Single Sign-On (SSO)
Single sign-on (SSO) is a method of access control that allows a user to log on to a system and gain access to other resources within the network via the initial logon. If SSO was not implemented, the user would need to log on multiple times and remember multiple passwords for the various systems. For example, when Kevin needs to access the file share, the print server, the customer database, and his email, he does not want to have to remember a different password for each resource. Fortunately, his organization implemented Kerberos, a single sign-on system, and instead his initial logon credentials are used for these resources. Use of SSO:
- Eliminates the need to remember multiple passwords. By reducing the number of passwords, you reduce the amount of time spent by administrators who must reset user passwords.
- Ensures that the same password policy is applied to all resources.
- Reduces the need for an administrator to manage various accounts on individual resources. Having centrally managed access also helps when employees leave the organization. Removing all of their access to multiple accounts at one time is efficient and ensures that employees cannot access the accounts later.
To understand if you should implement SSO, it is also important to understand the risks associated with allowing the same credentials to be used by multiple resources. Some risks of using SSO are:
- If an attacker obtains the initial password, he or she will have access to all resources.
- If an employee leaves his or her system unlocked and steps away, the employee essentially provides full and open access to all resources.
NOTE
Constantly resetting passwords can be demanding on IT resources and increases costs. However, an SSO system might be too expensive for smaller organizations. If the organization is small and resetting passwords is not a costly factor, an SSO solution may be more of a drawback than a benefit.
Defining the Scope for SSO
The scope for SSO is to provide a unified sign-on interface for end users that allows them to authenticate once and access multiple systems and applications. In particular, the interface should be independent of the authentication mechanisms. An SSO interface provides the capability to use credentials for other systems, but it does not specify a mandatory authentication mechanism, leaving that decision to individual access control administrators. The administrator might, for example, require two-factor authentication for sensitive applications while only requiring a username and password for more routine access.

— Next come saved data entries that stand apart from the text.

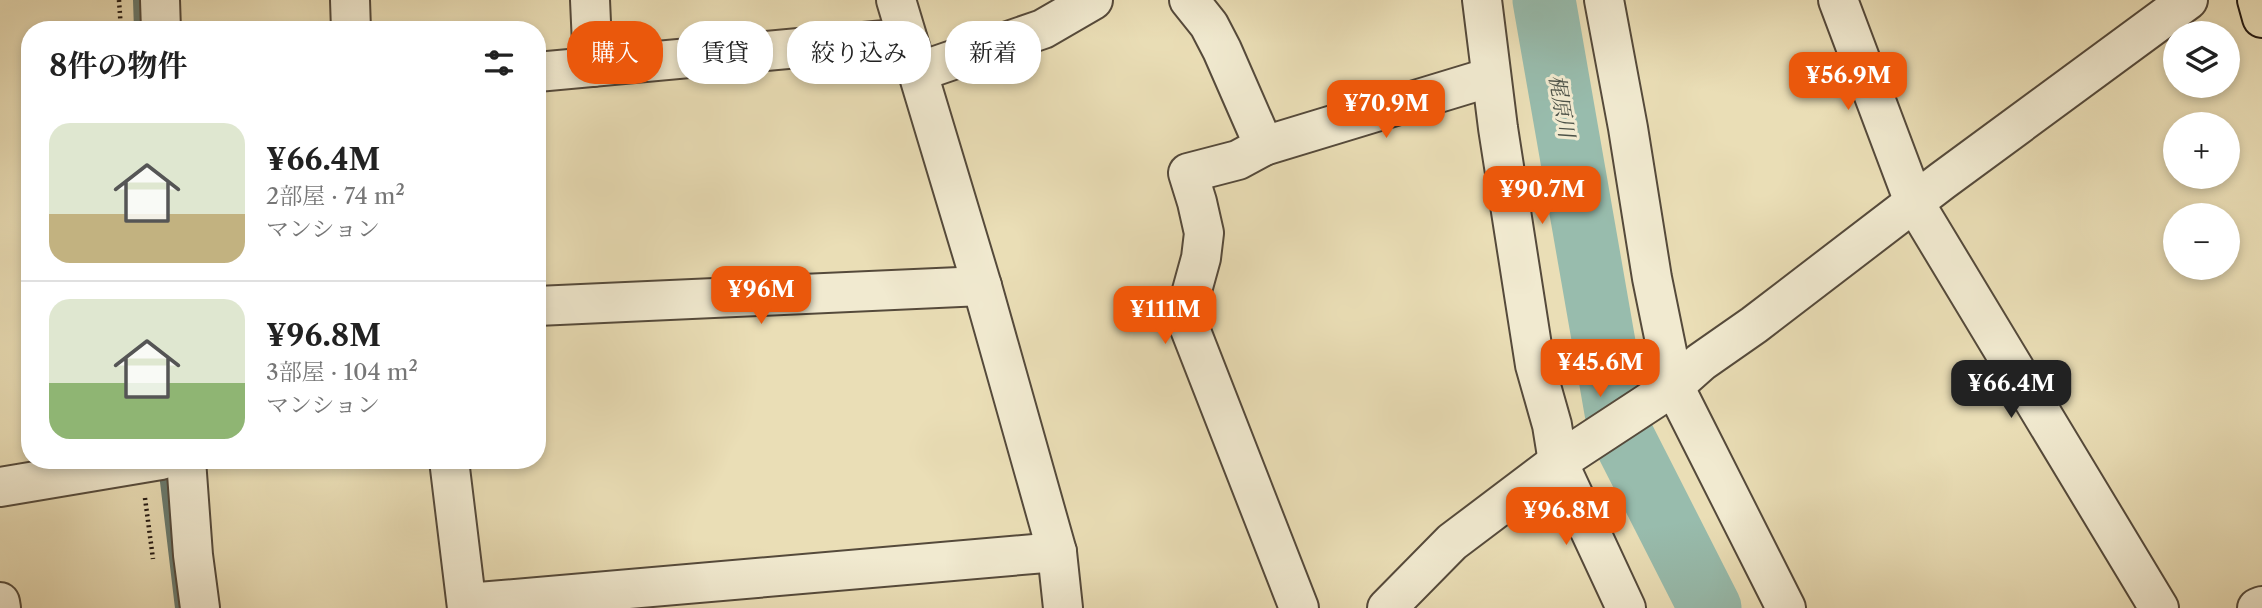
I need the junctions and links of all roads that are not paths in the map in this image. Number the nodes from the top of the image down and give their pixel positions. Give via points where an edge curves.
1 (160, 0) edge
2 (350, 0) edge
3 (590, 0) edge
4 (896, 0) edge
5 (1093, 0) edge
6 (1189, 0) edge
7 (1482, 0) edge
8 (1604, 0) edge
9 (1838, 0) edge
10 (2188, 0) edge
11 (2257, 0) edge
12 (2262, 18) edge
13 (161, 21) edge
14 (351, 21) edge
15 (591, 21) edge
16 (902, 21) edge
17 (931, 51) edge
18 (787, 60) edge
19 (663, 64) edge
20 (567, 69) edge
21 (546, 71) edge
22 (1492, 77) junction
23 (921, 84) edge
24 (1264, 146) junction
25 (1914, 202) junction
26 (982, 286) junction
27 (546, 306) edge
28 (1674, 386) junction
29 (1558, 462) junction
30 (109, 469) edge
31 (187, 469) edge
32 (450, 469) edge
33 (0, 487) edge
34 (1057, 552) junction
35 (0, 602) edge
36 (467, 605) edge
37 (1, 608) edge
38 (200, 608) edge
39 (1063, 608) edge
40 (1299, 608) edge
41 (1387, 608) edge
42 (1626, 608) edge
43 (1786, 608) edge
44 (2159, 608) edge

1 - 13 street
2 - 14 street
3 - 15 street
4 - 16 street
5 - 17 street via 1043,29
6 - 24 street via 1222,50
7 - 22 street
8 - 28 street
9 - 25 street
10 - 25 street
11 - 12 main road
18 - 19 street
20 - 21 street
22 - 24 street
22 - 29 street via 1533,352
23 - 26 street
24 - 40 street via 1238,160 1188,173 1204,233 1185,316
25 - 28 street
25 - 44 street
26 - 27 street
26 - 34 street
28 - 29 street
28 - 43 street
29 - 41 street via 1452,542
29 - 42 street
30 - 33 street
31 - 38 street
32 - 36 street
34 - 36 street
34 - 39 street
35 - 37 street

Configuring User and Role-Based User Access Control Profiles
Adding the access controls previously discussed in this chapter provides an extra layer of security for SSO. Using credentials to limit access to resources and documents is essential for an organization attempting to limit the level of risk. Configuring user- and role-based access control profiles in an SSO system is a task that can be simplified with identity and access management software. This software is available through third-party vendors, and it allows you to incorporate SSO capabilities and control user- or role-based access control in a few steps.
These tools allow organizations to manage authentication and authorization for large numbers of users or groups from a single source. The advantages and disadvantages do not change with the implementation of additional capabilities but add to the security needed to ensure the right information gets into the right hands at the right time.
Common Configurations
There are various ways to implement SSO within an infrastructure. Determining which system to deploy within the network must be done by analyzing the benefits and risks of the system as well as the return on investment (ROI). The following are three common SSO configurations implemented within an enterprise:
- Kerberos—As previously stated, Kerberos is a form of SSO that employs a trusted third-party infrastructure for authentication.
- Cookies—Once a user logs on to a system, a cookie is placed on his or her machine. When the user wants to access this system again, the system checks for the cookie. If the cookie is available and valid, the user will not need to log on again.
- Smart cards or biometrics—Authenticating directly to the computer system through either a smart card or using biometrics will subsequently allow access to the other tools available on the system, such as email or enterprise communication tools.
Enterprise SSO
Enterprise SSO allows credentials to be passed outside of the corporate domain or network. Participation in an enterprise SSO system ensures that the logon credentials will work with any resource even if its credentials do not match. For example, suppose Kevin logs on to his computer system with the username of kevin1. The credential for his time card is his employee ID, 13579. Being a part of an enterprise SSO means that his kevin1 username will work as his time card logon.